[Stored data entries]
§

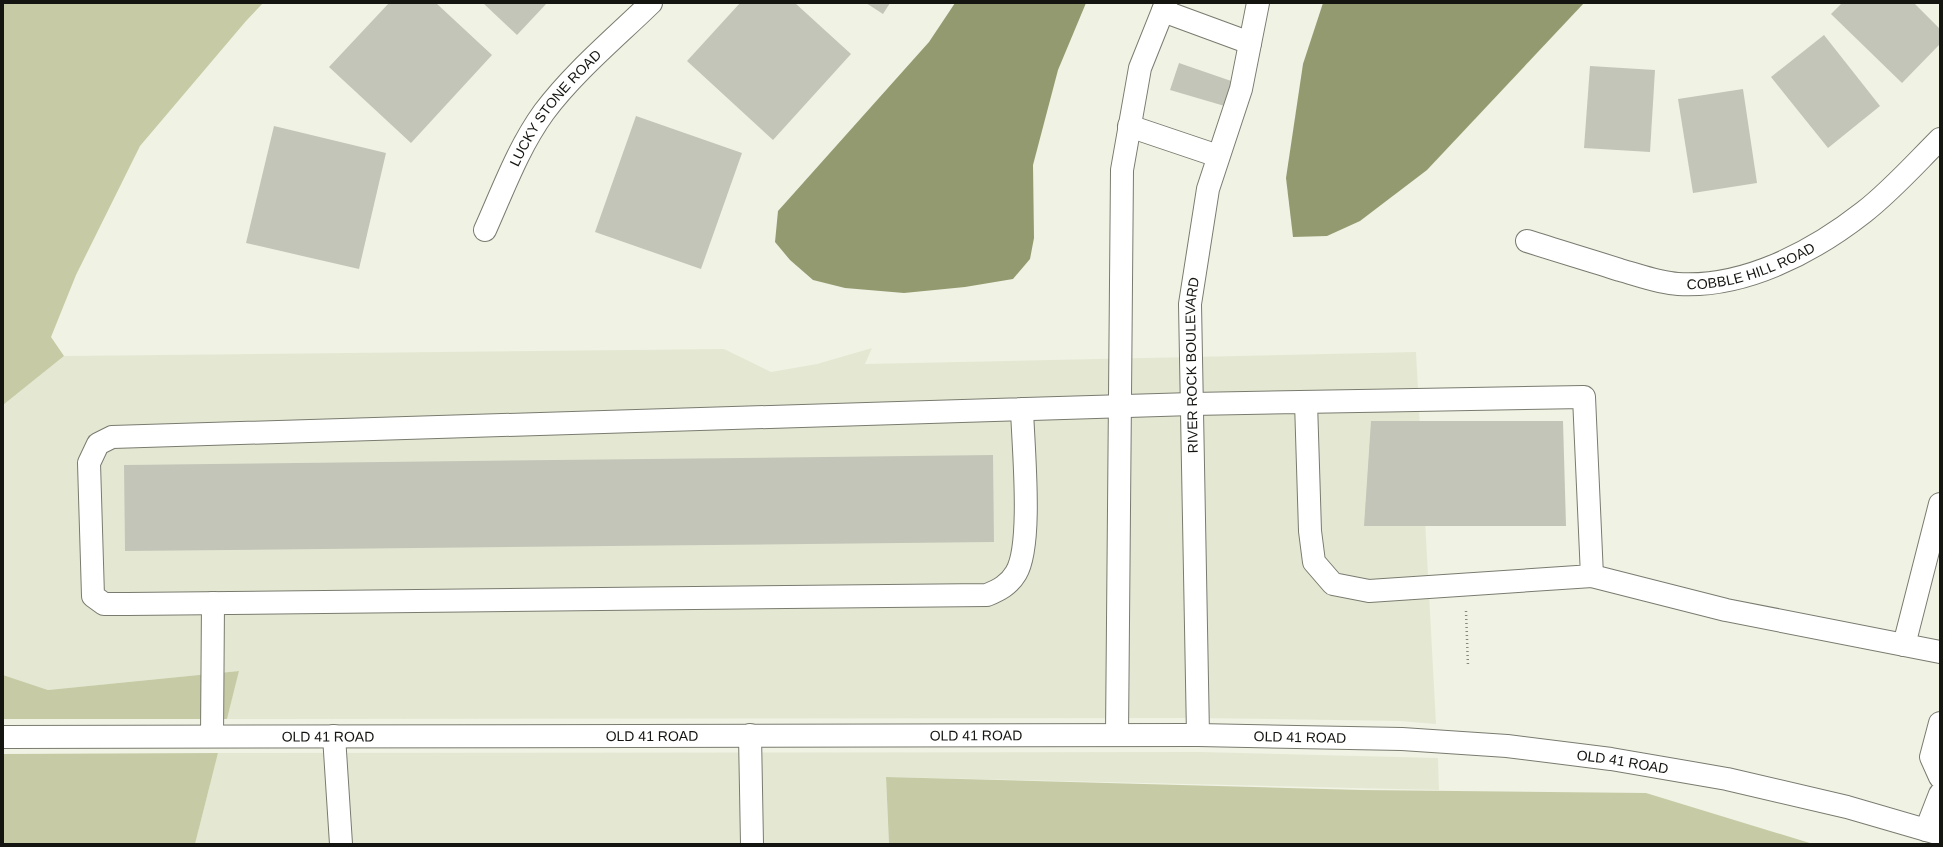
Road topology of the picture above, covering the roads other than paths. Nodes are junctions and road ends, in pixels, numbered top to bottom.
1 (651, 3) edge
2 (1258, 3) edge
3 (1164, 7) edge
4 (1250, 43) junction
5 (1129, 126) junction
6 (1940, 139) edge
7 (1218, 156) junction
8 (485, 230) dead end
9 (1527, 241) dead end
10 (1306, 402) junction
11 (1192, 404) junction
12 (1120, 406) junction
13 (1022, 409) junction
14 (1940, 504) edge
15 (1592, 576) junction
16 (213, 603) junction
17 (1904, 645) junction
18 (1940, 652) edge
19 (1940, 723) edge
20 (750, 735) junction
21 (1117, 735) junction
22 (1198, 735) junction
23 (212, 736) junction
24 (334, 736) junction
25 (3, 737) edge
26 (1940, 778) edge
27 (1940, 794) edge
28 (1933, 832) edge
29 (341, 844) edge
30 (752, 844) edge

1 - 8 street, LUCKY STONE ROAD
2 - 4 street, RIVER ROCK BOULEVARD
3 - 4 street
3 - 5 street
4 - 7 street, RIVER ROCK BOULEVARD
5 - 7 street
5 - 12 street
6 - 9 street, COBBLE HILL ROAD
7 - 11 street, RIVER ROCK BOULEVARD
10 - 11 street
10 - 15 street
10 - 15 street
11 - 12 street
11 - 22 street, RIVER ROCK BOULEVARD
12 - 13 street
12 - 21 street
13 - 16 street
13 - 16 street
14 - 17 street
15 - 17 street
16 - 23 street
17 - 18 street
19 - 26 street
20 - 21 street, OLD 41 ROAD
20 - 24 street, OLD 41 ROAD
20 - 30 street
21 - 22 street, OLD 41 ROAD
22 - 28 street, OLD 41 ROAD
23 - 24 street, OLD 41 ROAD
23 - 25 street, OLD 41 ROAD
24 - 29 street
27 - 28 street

§

Assigned task.
Since the copy must contain no pictures, return only the text of the records, exactly as it stands.

Exercise output.
Road topology of the picture above, covering the roads other than paths. Nodes are junctions and road ends, in pixels, numbered top to bottom.
1 (651, 3) edge
2 (1258, 3) edge
3 (1164, 7) edge
4 (1250, 43) junction
5 (1129, 126) junction
6 (1940, 139) edge
7 (1218, 156) junction
8 (485, 230) dead end
9 (1527, 241) dead end
10 (1306, 402) junction
11 (1192, 404) junction
12 (1120, 406) junction
13 (1022, 409) junction
14 (1940, 504) edge
15 (1592, 576) junction
16 (213, 603) junction
17 (1904, 645) junction
18 (1940, 652) edge
19 (1940, 723) edge
20 (750, 735) junction
21 (1117, 735) junction
22 (1198, 735) junction
23 (212, 736) junction
24 (334, 736) junction
25 (3, 737) edge
26 (1940, 778) edge
27 (1940, 794) edge
28 (1933, 832) edge
29 (341, 844) edge
30 (752, 844) edge

1 - 8 street, LUCKY STONE ROAD
2 - 4 street, RIVER ROCK BOULEVARD
3 - 4 street
3 - 5 street
4 - 7 street, RIVER ROCK BOULEVARD
5 - 7 street
5 - 12 street
6 - 9 street, COBBLE HILL ROAD
7 - 11 street, RIVER ROCK BOULEVARD
10 - 11 street
10 - 15 street
10 - 15 street
11 - 12 street
11 - 22 street, RIVER ROCK BOULEVARD
12 - 13 street
12 - 21 street
13 - 16 street
13 - 16 street
14 - 17 street
15 - 17 street
16 - 23 street
17 - 18 street
19 - 26 street
20 - 21 street, OLD 41 ROAD
20 - 24 street, OLD 41 ROAD
20 - 30 street
21 - 22 street, OLD 41 ROAD
22 - 28 street, OLD 41 ROAD
23 - 24 street, OLD 41 ROAD
23 - 25 street, OLD 41 ROAD
24 - 29 street
27 - 28 street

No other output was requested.